[Records from a data collection]
□ □ □ □

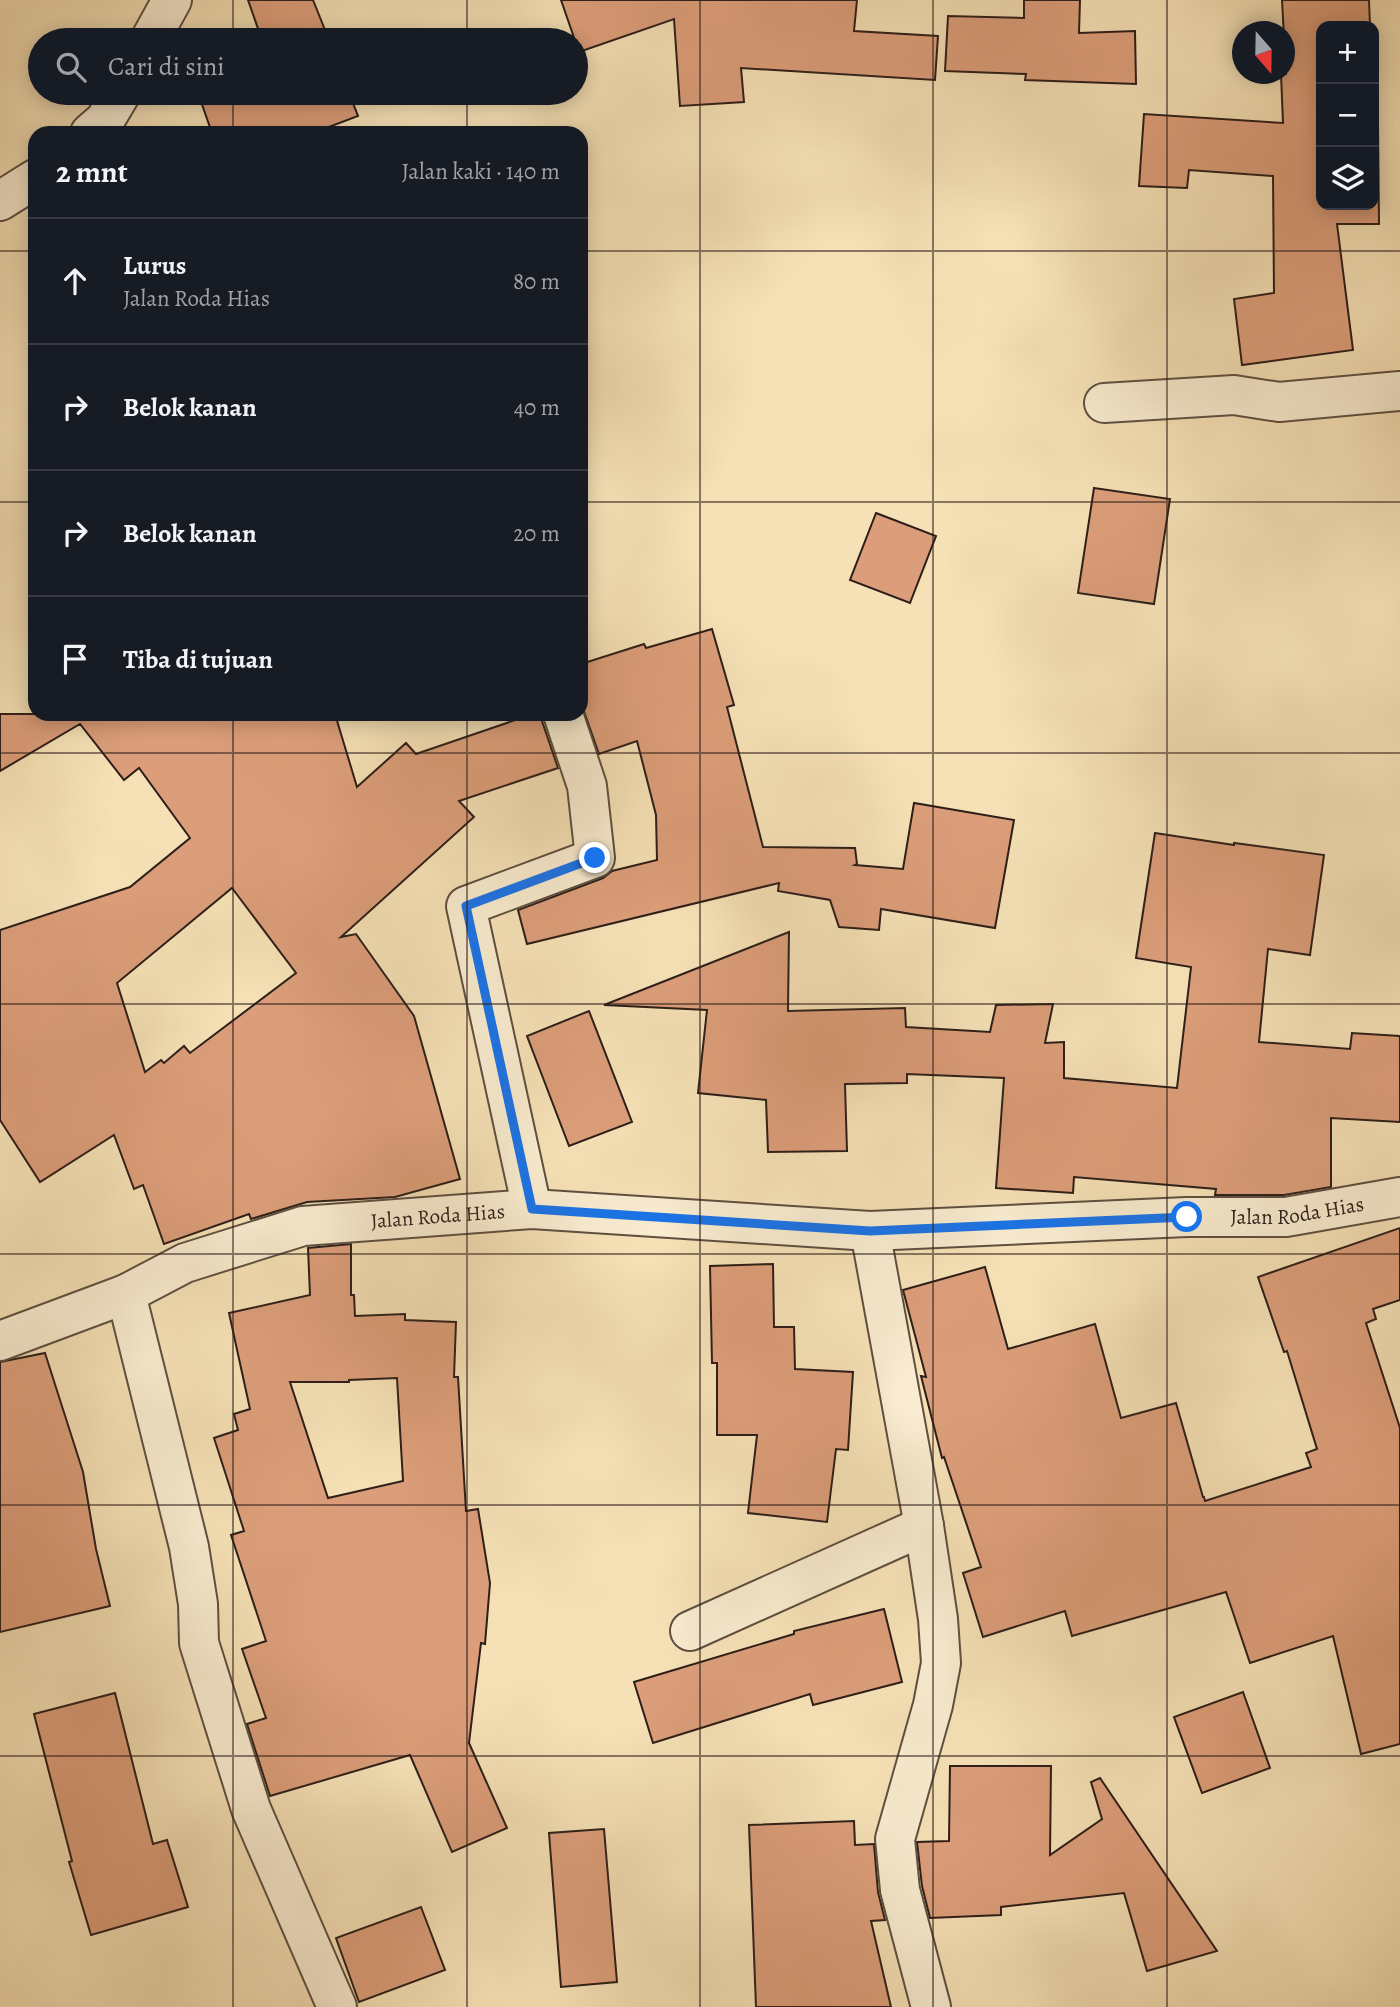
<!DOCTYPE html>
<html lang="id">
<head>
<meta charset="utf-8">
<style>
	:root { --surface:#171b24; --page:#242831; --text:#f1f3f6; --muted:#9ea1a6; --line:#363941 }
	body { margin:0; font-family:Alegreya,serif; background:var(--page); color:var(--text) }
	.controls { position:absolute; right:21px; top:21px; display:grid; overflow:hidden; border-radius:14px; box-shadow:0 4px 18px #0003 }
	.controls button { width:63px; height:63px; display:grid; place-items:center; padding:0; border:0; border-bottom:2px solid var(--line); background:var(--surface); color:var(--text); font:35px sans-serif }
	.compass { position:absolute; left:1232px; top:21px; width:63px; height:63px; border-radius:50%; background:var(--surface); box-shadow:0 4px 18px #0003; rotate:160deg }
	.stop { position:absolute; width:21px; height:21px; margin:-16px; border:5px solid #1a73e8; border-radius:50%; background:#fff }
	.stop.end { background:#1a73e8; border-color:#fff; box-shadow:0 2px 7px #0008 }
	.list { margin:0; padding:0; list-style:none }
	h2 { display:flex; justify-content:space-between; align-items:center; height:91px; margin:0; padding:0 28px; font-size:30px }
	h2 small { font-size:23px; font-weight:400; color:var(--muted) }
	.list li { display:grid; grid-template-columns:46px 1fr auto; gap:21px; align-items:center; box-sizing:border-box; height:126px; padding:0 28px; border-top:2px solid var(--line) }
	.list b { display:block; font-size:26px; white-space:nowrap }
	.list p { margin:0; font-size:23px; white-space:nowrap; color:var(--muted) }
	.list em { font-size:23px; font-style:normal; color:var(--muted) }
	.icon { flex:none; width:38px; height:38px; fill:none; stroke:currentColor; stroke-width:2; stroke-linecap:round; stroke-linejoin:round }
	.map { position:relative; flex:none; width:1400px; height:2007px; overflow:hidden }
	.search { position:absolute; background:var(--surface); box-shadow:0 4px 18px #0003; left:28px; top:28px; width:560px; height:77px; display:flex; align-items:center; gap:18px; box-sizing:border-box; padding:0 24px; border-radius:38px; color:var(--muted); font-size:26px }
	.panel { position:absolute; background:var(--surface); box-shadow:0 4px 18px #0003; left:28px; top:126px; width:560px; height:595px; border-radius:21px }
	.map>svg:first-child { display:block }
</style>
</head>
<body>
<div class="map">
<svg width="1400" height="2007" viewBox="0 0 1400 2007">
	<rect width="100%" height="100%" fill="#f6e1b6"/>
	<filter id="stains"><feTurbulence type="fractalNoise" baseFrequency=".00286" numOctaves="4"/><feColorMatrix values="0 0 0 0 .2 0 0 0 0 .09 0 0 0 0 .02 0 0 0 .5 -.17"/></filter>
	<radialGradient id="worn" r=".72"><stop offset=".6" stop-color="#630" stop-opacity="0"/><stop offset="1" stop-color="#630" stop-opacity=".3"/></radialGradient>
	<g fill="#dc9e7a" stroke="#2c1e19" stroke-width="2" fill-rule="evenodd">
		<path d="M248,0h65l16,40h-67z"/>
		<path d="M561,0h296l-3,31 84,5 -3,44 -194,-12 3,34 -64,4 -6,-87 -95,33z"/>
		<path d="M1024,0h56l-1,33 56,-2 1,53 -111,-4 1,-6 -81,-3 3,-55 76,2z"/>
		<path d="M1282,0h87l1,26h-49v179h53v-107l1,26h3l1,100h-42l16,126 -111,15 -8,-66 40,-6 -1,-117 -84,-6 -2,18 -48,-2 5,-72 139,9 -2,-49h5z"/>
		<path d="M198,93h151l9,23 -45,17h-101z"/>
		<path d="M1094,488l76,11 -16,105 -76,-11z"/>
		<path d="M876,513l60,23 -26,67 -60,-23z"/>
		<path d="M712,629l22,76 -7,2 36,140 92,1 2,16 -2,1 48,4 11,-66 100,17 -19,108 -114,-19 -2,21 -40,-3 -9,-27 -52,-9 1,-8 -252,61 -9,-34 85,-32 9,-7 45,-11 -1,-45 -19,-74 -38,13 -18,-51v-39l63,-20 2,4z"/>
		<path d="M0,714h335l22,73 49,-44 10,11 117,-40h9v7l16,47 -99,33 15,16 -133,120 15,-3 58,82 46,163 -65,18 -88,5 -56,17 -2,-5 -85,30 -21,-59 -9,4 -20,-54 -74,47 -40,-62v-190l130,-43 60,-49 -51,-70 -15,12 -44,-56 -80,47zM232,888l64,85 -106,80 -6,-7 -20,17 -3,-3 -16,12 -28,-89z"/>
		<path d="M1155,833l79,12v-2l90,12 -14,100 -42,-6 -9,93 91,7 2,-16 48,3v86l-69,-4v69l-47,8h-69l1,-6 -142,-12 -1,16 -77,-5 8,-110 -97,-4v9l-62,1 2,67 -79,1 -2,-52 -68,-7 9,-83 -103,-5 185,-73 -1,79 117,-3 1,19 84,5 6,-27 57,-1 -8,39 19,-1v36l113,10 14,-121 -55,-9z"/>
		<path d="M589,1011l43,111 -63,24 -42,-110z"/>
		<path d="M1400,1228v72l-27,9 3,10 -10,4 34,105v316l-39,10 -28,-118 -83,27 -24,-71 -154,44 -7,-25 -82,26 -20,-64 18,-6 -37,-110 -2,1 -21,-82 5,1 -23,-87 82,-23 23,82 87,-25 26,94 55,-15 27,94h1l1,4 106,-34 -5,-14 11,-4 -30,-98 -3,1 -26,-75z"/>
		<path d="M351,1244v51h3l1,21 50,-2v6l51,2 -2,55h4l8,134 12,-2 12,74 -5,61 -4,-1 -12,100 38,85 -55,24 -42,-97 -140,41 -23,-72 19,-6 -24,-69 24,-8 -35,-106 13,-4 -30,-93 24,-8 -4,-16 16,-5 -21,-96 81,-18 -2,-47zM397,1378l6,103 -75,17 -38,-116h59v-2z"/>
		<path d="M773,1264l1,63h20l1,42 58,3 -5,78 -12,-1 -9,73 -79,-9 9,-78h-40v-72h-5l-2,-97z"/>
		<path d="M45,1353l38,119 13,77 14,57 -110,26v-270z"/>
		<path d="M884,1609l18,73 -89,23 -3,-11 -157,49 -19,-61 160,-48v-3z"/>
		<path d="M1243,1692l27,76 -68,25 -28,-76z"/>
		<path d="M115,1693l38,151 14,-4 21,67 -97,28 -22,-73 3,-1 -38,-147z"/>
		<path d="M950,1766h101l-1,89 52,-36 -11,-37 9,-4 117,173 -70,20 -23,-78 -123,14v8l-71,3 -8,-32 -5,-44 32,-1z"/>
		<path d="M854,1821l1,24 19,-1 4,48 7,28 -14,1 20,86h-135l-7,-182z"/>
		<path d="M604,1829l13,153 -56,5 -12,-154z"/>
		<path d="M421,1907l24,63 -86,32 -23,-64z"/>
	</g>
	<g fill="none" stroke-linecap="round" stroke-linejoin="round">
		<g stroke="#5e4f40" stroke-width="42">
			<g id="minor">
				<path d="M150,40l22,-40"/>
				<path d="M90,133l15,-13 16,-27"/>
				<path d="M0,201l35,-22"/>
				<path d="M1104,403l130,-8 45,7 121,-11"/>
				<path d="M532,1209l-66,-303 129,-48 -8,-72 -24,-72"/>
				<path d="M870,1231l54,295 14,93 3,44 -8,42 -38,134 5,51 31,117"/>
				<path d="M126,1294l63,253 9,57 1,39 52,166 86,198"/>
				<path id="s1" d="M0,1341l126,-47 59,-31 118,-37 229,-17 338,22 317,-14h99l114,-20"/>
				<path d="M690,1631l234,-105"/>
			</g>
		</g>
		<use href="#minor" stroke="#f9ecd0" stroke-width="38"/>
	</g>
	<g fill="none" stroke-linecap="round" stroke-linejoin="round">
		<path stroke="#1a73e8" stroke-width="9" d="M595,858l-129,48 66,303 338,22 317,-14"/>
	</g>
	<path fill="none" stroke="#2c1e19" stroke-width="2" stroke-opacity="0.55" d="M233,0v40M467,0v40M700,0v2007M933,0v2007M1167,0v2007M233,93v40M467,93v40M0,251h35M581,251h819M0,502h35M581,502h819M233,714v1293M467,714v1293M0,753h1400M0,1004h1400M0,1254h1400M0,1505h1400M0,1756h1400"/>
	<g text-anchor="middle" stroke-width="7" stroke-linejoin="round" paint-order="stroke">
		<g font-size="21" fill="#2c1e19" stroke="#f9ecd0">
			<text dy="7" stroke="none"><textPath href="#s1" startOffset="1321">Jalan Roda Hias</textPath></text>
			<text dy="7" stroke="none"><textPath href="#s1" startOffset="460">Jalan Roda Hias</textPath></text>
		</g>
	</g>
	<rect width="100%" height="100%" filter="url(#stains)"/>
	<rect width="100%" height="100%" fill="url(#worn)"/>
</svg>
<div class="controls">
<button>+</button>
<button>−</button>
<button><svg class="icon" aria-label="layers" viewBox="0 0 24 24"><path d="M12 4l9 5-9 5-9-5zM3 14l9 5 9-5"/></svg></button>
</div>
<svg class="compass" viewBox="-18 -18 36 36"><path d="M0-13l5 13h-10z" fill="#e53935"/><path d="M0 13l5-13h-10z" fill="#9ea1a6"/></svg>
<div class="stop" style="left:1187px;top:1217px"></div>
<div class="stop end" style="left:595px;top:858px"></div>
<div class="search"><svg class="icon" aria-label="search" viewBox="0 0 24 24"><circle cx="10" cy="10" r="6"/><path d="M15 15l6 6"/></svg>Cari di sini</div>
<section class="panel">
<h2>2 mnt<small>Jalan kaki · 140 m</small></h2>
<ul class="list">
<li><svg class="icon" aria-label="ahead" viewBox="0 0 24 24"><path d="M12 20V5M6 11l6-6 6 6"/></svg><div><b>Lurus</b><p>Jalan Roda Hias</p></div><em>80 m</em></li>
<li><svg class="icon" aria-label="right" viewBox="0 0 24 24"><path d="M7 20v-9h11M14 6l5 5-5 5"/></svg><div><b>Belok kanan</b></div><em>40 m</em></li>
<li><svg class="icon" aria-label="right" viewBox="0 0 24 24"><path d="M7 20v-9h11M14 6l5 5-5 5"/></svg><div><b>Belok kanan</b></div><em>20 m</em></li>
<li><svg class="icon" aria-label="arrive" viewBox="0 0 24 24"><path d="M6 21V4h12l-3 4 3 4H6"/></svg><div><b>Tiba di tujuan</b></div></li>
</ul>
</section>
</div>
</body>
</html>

□ □ □ □

→ ABOUT THIS EXERCISE: May I have only the lines from the start of the data through the line containing "width:63px; height:63px; display:grid;", both included, reproduced exactly and without the pictures?

→ COMPLETED TASK:
<!DOCTYPE html>
<html lang="id">
<head>
<meta charset="utf-8">
<style>
	:root { --surface:#171b24; --page:#242831; --text:#f1f3f6; --muted:#9ea1a6; --line:#363941 }
	body { margin:0; font-family:Alegreya,serif; background:var(--page); color:var(--text) }
	.controls { position:absolute; right:21px; top:21px; display:grid; overflow:hidden; border-radius:14px; box-shadow:0 4px 18px #0003 }
	.controls button { width:63px; height:63px; display:grid; place-items:center; padding:0; border:0; border-bottom:2px solid var(--line); background:var(--surface); color:var(--text); font:35px sans-serif }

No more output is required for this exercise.